(Records contained in a dataset)

-----

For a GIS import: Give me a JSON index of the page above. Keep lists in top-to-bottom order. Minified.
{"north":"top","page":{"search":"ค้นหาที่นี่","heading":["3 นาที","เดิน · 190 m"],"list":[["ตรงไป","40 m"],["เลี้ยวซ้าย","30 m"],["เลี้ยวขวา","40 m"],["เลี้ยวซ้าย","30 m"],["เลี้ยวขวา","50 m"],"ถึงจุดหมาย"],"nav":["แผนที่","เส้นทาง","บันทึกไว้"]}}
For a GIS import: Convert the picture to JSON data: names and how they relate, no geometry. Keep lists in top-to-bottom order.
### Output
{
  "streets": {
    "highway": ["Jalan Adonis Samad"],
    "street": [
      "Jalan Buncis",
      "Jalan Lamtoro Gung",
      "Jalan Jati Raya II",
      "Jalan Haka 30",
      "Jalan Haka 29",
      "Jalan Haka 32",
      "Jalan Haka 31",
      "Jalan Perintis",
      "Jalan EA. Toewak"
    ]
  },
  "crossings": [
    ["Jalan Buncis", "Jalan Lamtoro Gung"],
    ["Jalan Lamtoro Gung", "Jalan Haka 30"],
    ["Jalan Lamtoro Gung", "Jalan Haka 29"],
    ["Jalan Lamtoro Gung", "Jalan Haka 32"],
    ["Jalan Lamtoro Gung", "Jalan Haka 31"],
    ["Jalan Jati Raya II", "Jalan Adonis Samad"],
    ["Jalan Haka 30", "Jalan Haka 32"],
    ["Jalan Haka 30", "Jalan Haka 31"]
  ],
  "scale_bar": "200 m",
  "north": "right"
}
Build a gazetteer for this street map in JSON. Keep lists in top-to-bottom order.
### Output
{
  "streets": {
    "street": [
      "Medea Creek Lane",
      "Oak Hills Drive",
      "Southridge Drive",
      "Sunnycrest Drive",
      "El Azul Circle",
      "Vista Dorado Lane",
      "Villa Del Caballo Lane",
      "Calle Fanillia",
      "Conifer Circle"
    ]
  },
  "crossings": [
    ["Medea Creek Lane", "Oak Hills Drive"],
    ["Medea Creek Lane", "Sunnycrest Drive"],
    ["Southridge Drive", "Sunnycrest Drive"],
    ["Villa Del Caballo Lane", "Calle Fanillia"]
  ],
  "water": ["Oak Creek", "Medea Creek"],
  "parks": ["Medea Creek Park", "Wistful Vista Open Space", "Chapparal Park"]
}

-----

§ **Problem description**:
Repeat the entries shown above, every one, word for word.

§ **Reply to the exercise**:
For a GIS import: Give me a JSON index of the page above. Keep lists in top-to-bottom order. Minified.
{"north":"top","page":{"search":"ค้นหาที่นี่","heading":["3 นาที","เดิน · 190 m"],"list":[["ตรงไป","40 m"],["เลี้ยวซ้าย","30 m"],["เลี้ยวขวา","40 m"],["เลี้ยวซ้าย","30 m"],["เลี้ยวขวา","50 m"],"ถึงจุดหมาย"],"nav":["แผนที่","เส้นทาง","บันทึกไว้"]}}
For a GIS import: Convert the picture to JSON data: names and how they relate, no geometry. Keep lists in top-to-bottom order.
### Output
{
  "streets": {
    "highway": ["Jalan Adonis Samad"],
    "street": [
      "Jalan Buncis",
      "Jalan Lamtoro Gung",
      "Jalan Jati Raya II",
      "Jalan Haka 30",
      "Jalan Haka 29",
      "Jalan Haka 32",
      "Jalan Haka 31",
      "Jalan Perintis",
      "Jalan EA. Toewak"
    ]
  },
  "crossings": [
    ["Jalan Buncis", "Jalan Lamtoro Gung"],
    ["Jalan Lamtoro Gung", "Jalan Haka 30"],
    ["Jalan Lamtoro Gung", "Jalan Haka 29"],
    ["Jalan Lamtoro Gung", "Jalan Haka 32"],
    ["Jalan Lamtoro Gung", "Jalan Haka 31"],
    ["Jalan Jati Raya II", "Jalan Adonis Samad"],
    ["Jalan Haka 30", "Jalan Haka 32"],
    ["Jalan Haka 30", "Jalan Haka 31"]
  ],
  "scale_bar": "200 m",
  "north": "right"
}
Build a gazetteer for this street map in JSON. Keep lists in top-to-bottom order.
### Output
{
  "streets": {
    "street": [
      "Medea Creek Lane",
      "Oak Hills Drive",
      "Southridge Drive",
      "Sunnycrest Drive",
      "El Azul Circle",
      "Vista Dorado Lane",
      "Villa Del Caballo Lane",
      "Calle Fanillia",
      "Conifer Circle"
    ]
  },
  "crossings": [
    ["Medea Creek Lane", "Oak Hills Drive"],
    ["Medea Creek Lane", "Sunnycrest Drive"],
    ["Southridge Drive", "Sunnycrest Drive"],
    ["Villa Del Caballo Lane", "Calle Fanillia"]
  ],
  "water": ["Oak Creek", "Medea Creek"],
  "parks": ["Medea Creek Park", "Wistful Vista Open Space", "Chapparal Park"]
}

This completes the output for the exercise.